Meeks, who co-authored the book with Kevin Murphy, oversees the National Trust for Historic Preservation. During her tenure, the organization has worked to revitalize communities and create programs like National Treasures, which identifies threatened historic places and aggressively works to save them. Meeks admirably reminds readers that preservation is an issue far more complex than just rescuing old buildings. Instead, saving places is about “defin[ing] a community so that future generations can know their past, feel a connection to those who came before, and build a foundation for the future.”

The book is frequently a lamentation of the casualties of gentrification. As major cities celebrate a renaissance of new commercial and residential development, long-time residents mourn the loss of storied bars, diners, and stores. To express grief over a closed coffee shop or record store is understandable, but it is now fashionable to grow nostalgic over the squalor that once defined today’s thriving neighborhoods. Many baby boomers, harkening back to the ‘70s and ‘80s, habitually romanticize the stomach-churning sense of apprehension one once felt walking to a row-home apartment or passing seedy bars and theaters. In hindsight, this atmosphere allegedly sparked creativity.
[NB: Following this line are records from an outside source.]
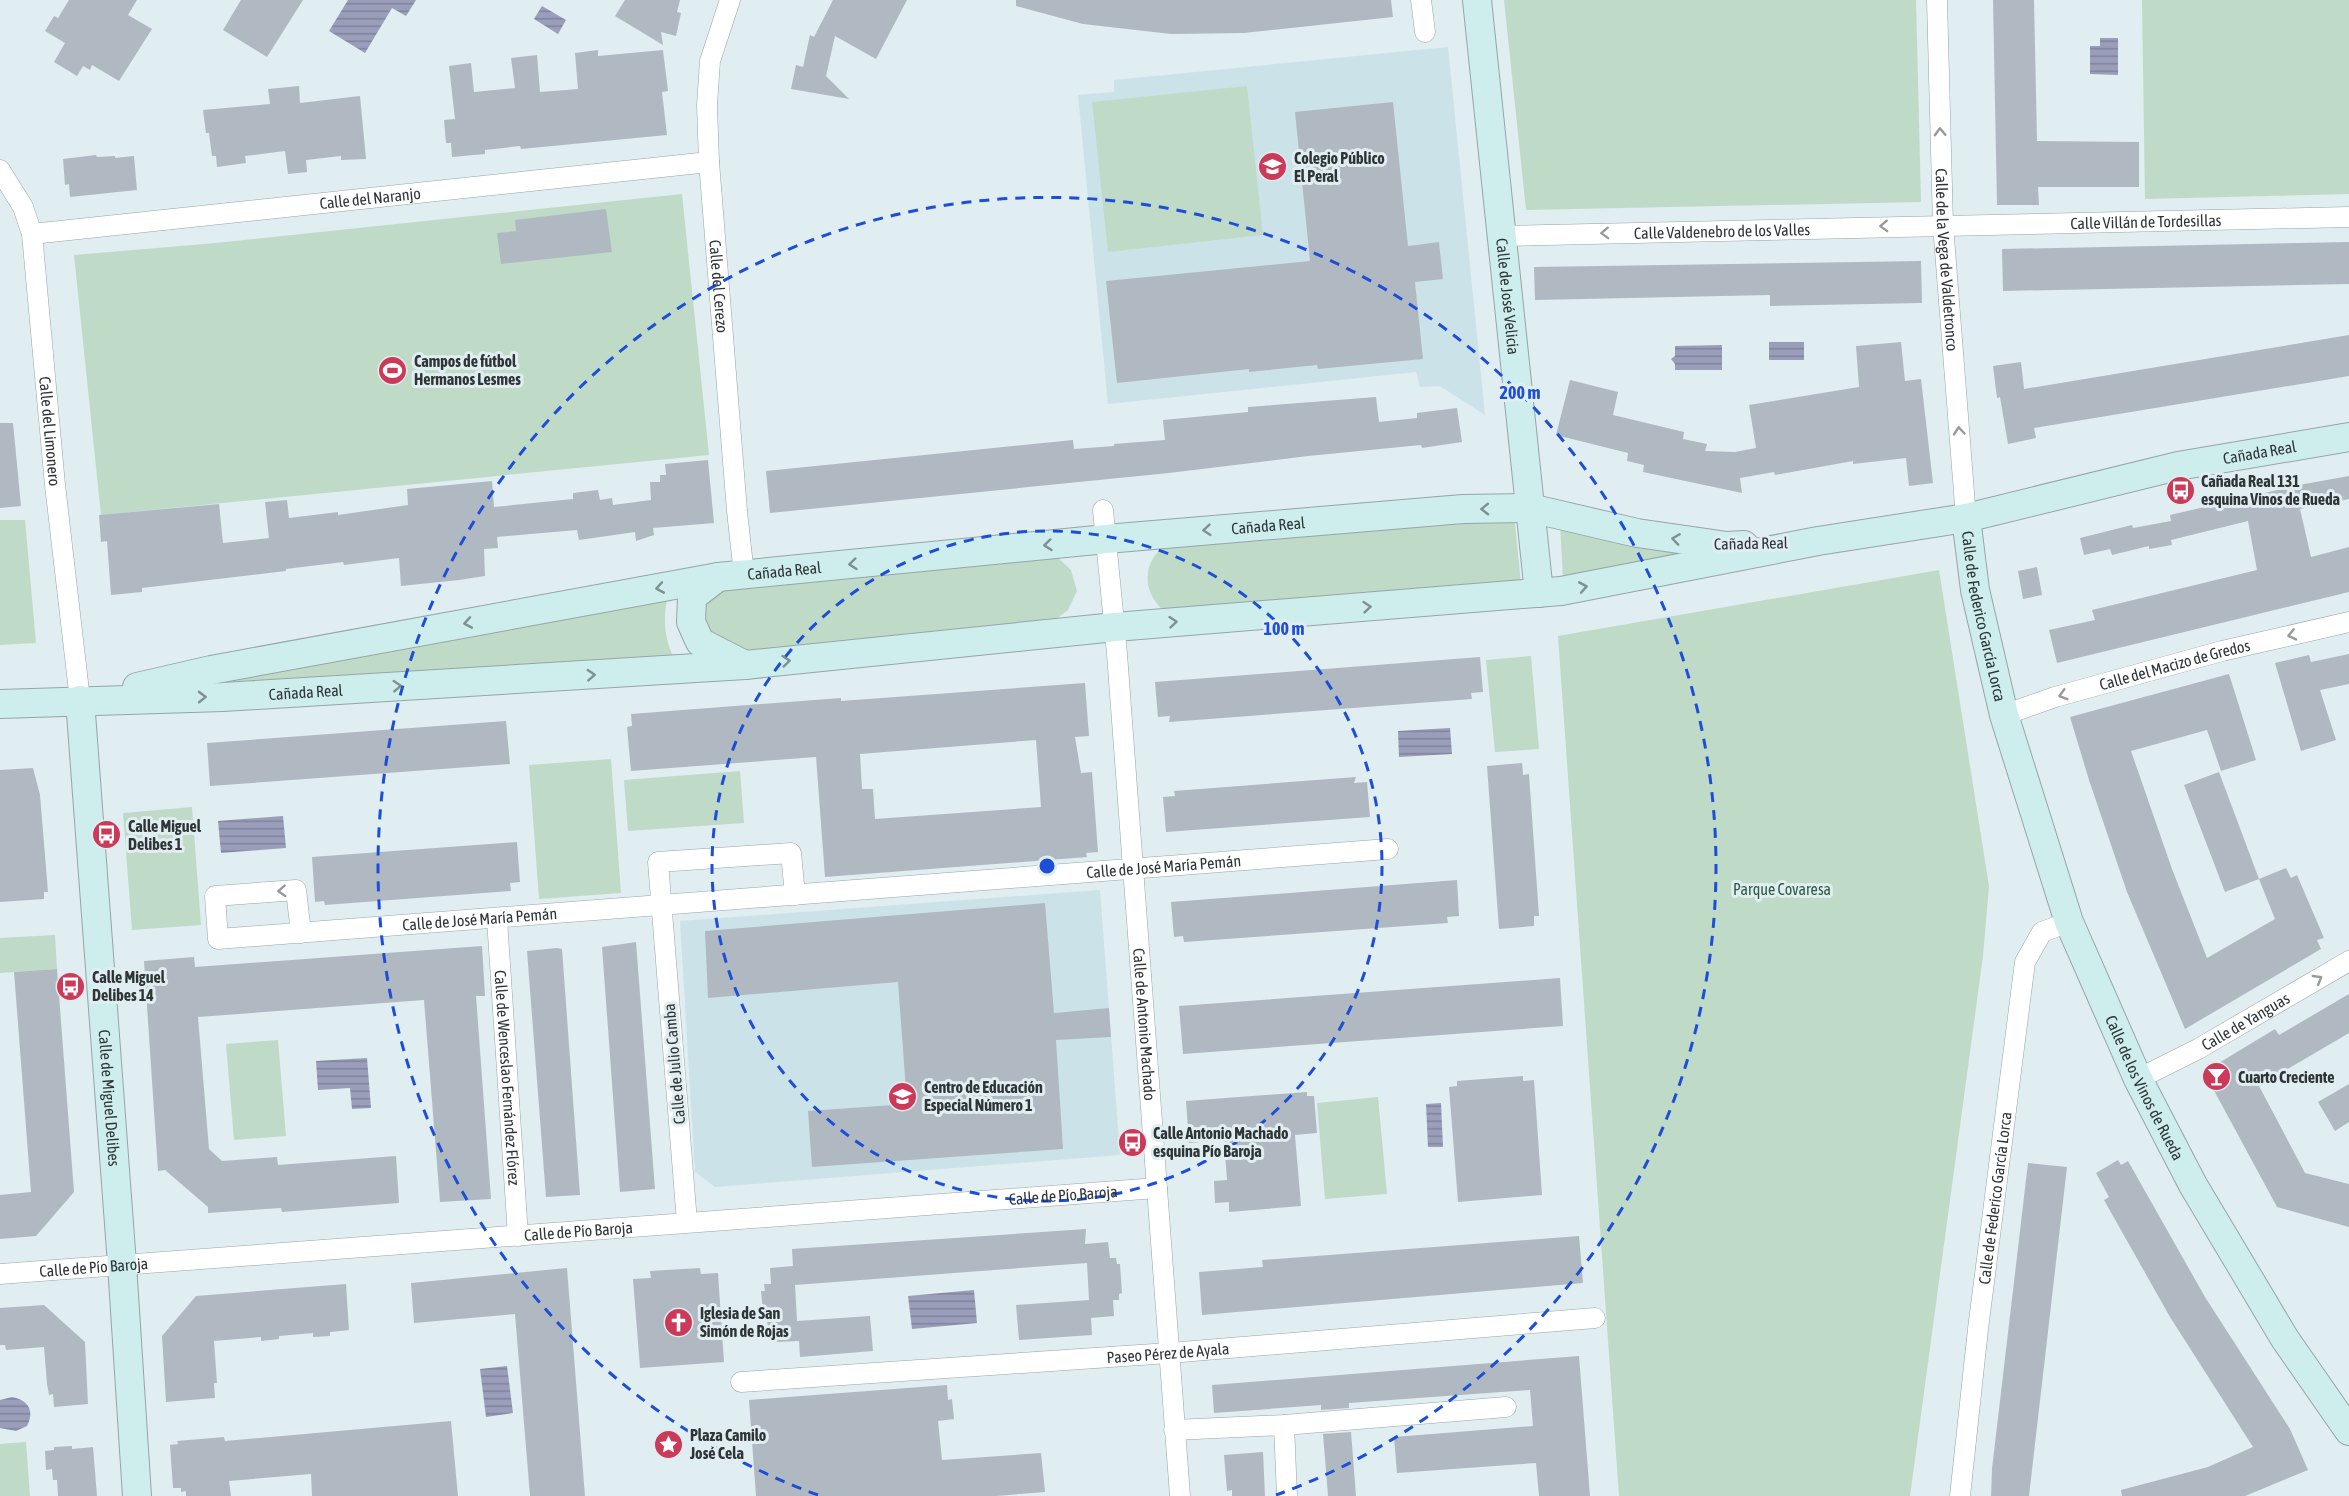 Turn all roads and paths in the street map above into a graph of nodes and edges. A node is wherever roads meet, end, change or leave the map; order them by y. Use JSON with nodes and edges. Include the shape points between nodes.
{"nodes":[{"id":1,"x":730,"y":0,"type":"edge"},
{"id":2,"x":1421,"y":0,"type":"edge"},
{"id":3,"x":1477,"y":0,"type":"edge"},
{"id":4,"x":1937,"y":0,"type":"edge"},
{"id":5,"x":1425,"y":32,"type":"dead end"},
{"id":6,"x":709,"y":162,"type":"junction"},
{"id":7,"x":0,"y":170,"type":"edge"},
{"id":8,"x":2349,"y":217,"type":"edge"},
{"id":9,"x":1943,"y":225,"type":"junction"},
{"id":10,"x":32,"y":234,"type":"junction"},
{"id":11,"x":1502,"y":236,"type":"junction"},
{"id":12,"x":2349,"y":436,"type":"edge"},
{"id":13,"x":1530,"y":508,"type":"junction"},
{"id":14,"x":1103,"y":510,"type":"dead end"},
{"id":15,"x":1966,"y":518,"type":"junction"},
{"id":16,"x":1106,"y":539,"type":"junction"},
{"id":17,"x":1818,"y":541,"type":"junction"},
{"id":18,"x":731,"y":576,"type":"junction"},
{"id":19,"x":1539,"y":593,"type":"junction"},
{"id":20,"x":2349,"y":622,"type":"edge"},
{"id":21,"x":1116,"y":640,"type":"junction"},
{"id":22,"x":746,"y":665,"type":"junction"},
{"id":23,"x":81,"y":700,"type":"junction"},
{"id":24,"x":0,"y":704,"type":"edge"},
{"id":25,"x":2004,"y":715,"type":"junction"},
{"id":26,"x":1388,"y":849,"type":"dead end"},
{"id":27,"x":1132,"y":870,"type":"junction"},
{"id":28,"x":795,"y":895,"type":"junction"},
{"id":29,"x":661,"y":906,"type":"junction"},
{"id":30,"x":497,"y":919,"type":"junction"},
{"id":31,"x":2069,"y":922,"type":"junction"},
{"id":32,"x":301,"y":933,"type":"junction"},
{"id":33,"x":2349,"y":962,"type":"edge"},
{"id":34,"x":2138,"y":1079,"type":"junction"},
{"id":35,"x":1157,"y":1188,"type":"junction"},
{"id":36,"x":687,"y":1222,"type":"junction"},
{"id":37,"x":518,"y":1236,"type":"junction"},
{"id":38,"x":122,"y":1264,"type":"junction"},
{"id":39,"x":0,"y":1274,"type":"edge"},
{"id":40,"x":1595,"y":1318,"type":"dead end"},
{"id":41,"x":1169,"y":1353,"type":"junction"},
{"id":42,"x":741,"y":1382,"type":"dead end"},
{"id":43,"x":1506,"y":1407,"type":"dead end"},
{"id":44,"x":1284,"y":1425,"type":"junction"},
{"id":45,"x":1174,"y":1430,"type":"junction"},
{"id":46,"x":2349,"y":1431,"type":"edge"},
{"id":47,"x":137,"y":1496,"type":"edge"},
{"id":48,"x":1180,"y":1496,"type":"edge"},
{"id":49,"x":1287,"y":1496,"type":"edge"},
{"id":50,"x":1960,"y":1496,"type":"edge"}],
"edges":[{"from":1,"to":6,"type":"street","name":"Calle del Cerezo","via":[[710,60]]},
{"from":2,"to":5,"type":"street"},
{"from":3,"to":11,"type":"street","name":"Calle de José Velicia"},
{"from":9,"to":4,"type":"street","name":"Calle de la Vega de Valdetronco","one_way":true},
{"from":6,"to":10,"type":"street","name":"Calle del Naranjo"},
{"from":6,"to":18,"type":"street","name":"Calle del Cerezo","via":[[736,511]]},
{"from":7,"to":10,"type":"street","name":"Calle del Limonero","via":[[23,207]]},
{"from":8,"to":9,"type":"street","name":"Calle Villán de Tordesillas"},
{"from":9,"to":11,"type":"street","name":"Calle Valdenebro de los Valles","one_way":true},
{"from":15,"to":9,"type":"street","name":"Calle de la Vega de Valdetronco","one_way":true},
{"from":10,"to":23,"type":"street","name":"Calle del Limonero","via":[[55,485]]},
{"from":11,"to":13,"type":"street","name":"Calle de José Velicia"},
{"from":12,"to":15,"type":"street","name":"Cañada Real","via":[[2178,466]]},
{"from":13,"to":16,"type":"street","name":"Cañada Real","one_way":true,"via":[[1463,509]]},
{"from":17,"to":13,"type":"street","name":"Cañada Real","one_way":true,"via":[[1727,546],[1637,533]]},
{"from":13,"to":19,"type":"street","name":"Calle de José Velicia"},
{"from":14,"to":16,"type":"street","name":"Calle de Antonio Machado"},
{"from":15,"to":17,"type":"street","name":"Cañada Real"},
{"from":15,"to":25,"type":"street","name":"Calle de Federico García Lorca","via":[[1975,590]]},
{"from":16,"to":18,"type":"street","name":"Cañada Real","one_way":true},
{"from":16,"to":21,"type":"street","name":"Calle de Antonio Machado"},
{"from":19,"to":17,"type":"street","name":"Cañada Real","one_way":true},
{"from":18,"to":22,"type":"street","via":[[692,597],[691,622],[700,642]]},
{"from":18,"to":23,"type":"street","name":"Cañada Real","one_way":true,"via":[[211,670]]},
{"from":21,"to":19,"type":"street","name":"Cañada Real","one_way":true},
{"from":20,"to":25,"type":"street","name":"Calle del Macizo de Gredos","one_way":true,"via":[[2211,654]]},
{"from":22,"to":21,"type":"street","name":"Cañada Real","one_way":true},
{"from":21,"to":27,"type":"street","name":"Calle de Antonio Machado"},
{"from":23,"to":22,"type":"street","name":"Cañada Real","one_way":true,"via":[[223,697]]},
{"from":23,"to":24,"type":"street","name":"Cañada Real"},
{"from":23,"to":38,"type":"street","name":"Calle de Miguel Delibes"},
{"from":25,"to":31,"type":"street","name":"Calle de los Vinos de Rueda"},
{"from":26,"to":27,"type":"street","name":"Calle de José María Pemán"},
{"from":27,"to":28,"type":"street","name":"Calle de José María Pemán"},
{"from":27,"to":35,"type":"street","name":"Calle de Antonio Machado"},
{"from":28,"to":29,"type":"street","name":"Calle de José María Pemán"},
{"from":28,"to":29,"type":"street","via":[[791,853],[657,862]]},
{"from":29,"to":30,"type":"street","name":"Calle de José María Pemán"},
{"from":29,"to":36,"type":"street","name":"Calle de Julio Camba"},
{"from":30,"to":32,"type":"street","name":"Calle de José María Pemán"},
{"from":30,"to":37,"type":"street","name":"Calle de Wenceslao Fernández Flórez"},
{"from":31,"to":34,"type":"street","name":"Calle de los Vinos de Rueda"},
{"from":31,"to":50,"type":"street","name":"Calle de Federico García Lorca","via":[[2042,932],[2025,962]]},
{"from":32,"to":32,"type":"street","name":"Calle de José María Pemán","one_way":true,"via":[[296,890],[215,896],[218,939]]},
{"from":34,"to":33,"type":"street","name":"Calle de Yanguas","one_way":true},
{"from":34,"to":46,"type":"street","name":"Calle de los Vinos de Rueda","via":[[2193,1185],[2285,1340]]},
{"from":35,"to":36,"type":"street","name":"Calle de Pío Baroja"},
{"from":35,"to":41,"type":"street","name":"Calle de Antonio Machado"},
{"from":36,"to":37,"type":"street","name":"Calle de Pío Baroja"},
{"from":37,"to":38,"type":"street","name":"Calle de Pío Baroja"},
{"from":38,"to":39,"type":"street","name":"Calle de Pío Baroja"},
{"from":38,"to":47,"type":"street","name":"Calle de Miguel Delibes"},
{"from":40,"to":41,"type":"street","name":"Paseo Pérez de Ayala"},
{"from":41,"to":42,"type":"street","name":"Paseo Pérez de Ayala"},
{"from":41,"to":45,"type":"street","name":"Calle de Antonio Machado"},
{"from":43,"to":44,"type":"street"},
{"from":44,"to":45,"type":"street"},
{"from":44,"to":49,"type":"street"},
{"from":45,"to":48,"type":"street","name":"Calle de Antonio Machado"}]}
Publishers have embraced a literary niche of memoirs mourning how gentrification sterilized the grime and extinguished the last vestiges of baby boomer youth. Mayor Abe Beame’s New York is usually the stage for these autobiographical expressions of sorrow. Whether it’s Patti Smith’s Just Kids or James Wolcott’s Lucking Out, we’re told that art, love, and happiness thrived in a downtown Manhattan that featured crumbling tenement buildings, lurking muggers, and drug addicts, along with a municipal balance sheet full of red ink.

None of these books would exist if that metropolitan Dark Age had endured. The luxuries of safety, stability, and success allow these writers to regret whatever blight and decay wasn’t preserved. What stands out among this canon is Anatole Broyard’s Kafka Was the Rage, a reminiscence of New York just before the nadir of the 1970s. Broyard, who wrote for the New York Times, movingly described Greenwich Village as it existed immediately following World War II, when returning soldiers—armed with the G.I. Bill—flocked to the neighborhood to learn, create, and debate in a bohemian ecosystem. 

“Though much of the Village was shabby, I didn’t mind,” recounted Broyard. “I thought all character was a form of shabbiness, a wearing away of surfaces. I saw this shabbiness as our version of ruins, the relic of a short history. The sadness of the buildings was literature. I was twenty-six, and sadness was a stimulant, even an aphrodisiac.”

Of course, to be young and comfortably enjoy artistic pursuits in today’s Village is a fantasy. But should we condemn the unforeseen consequences of gentrification? Concerns about its impact on city neighborhoods date back to the 1960s. Losing a small business or facing an apartment eviction are tragic outcomes, but do native, poorer residents really lament cleaner and safer streets?

Meeks cites studies from the University of Washington and Columbia University that found poorer residents less inclined to flee a neighborhood undergoing gentrification or experiencing higher rents. “The most plausible interpretation,” wrote Columbia’s Lance Freeman and Frank Braconi, “may be the simplest: As neighborhoods gentrify, they also improve in many ways that may be appreciated by their disadvantaged residents as by their more affluent ones.”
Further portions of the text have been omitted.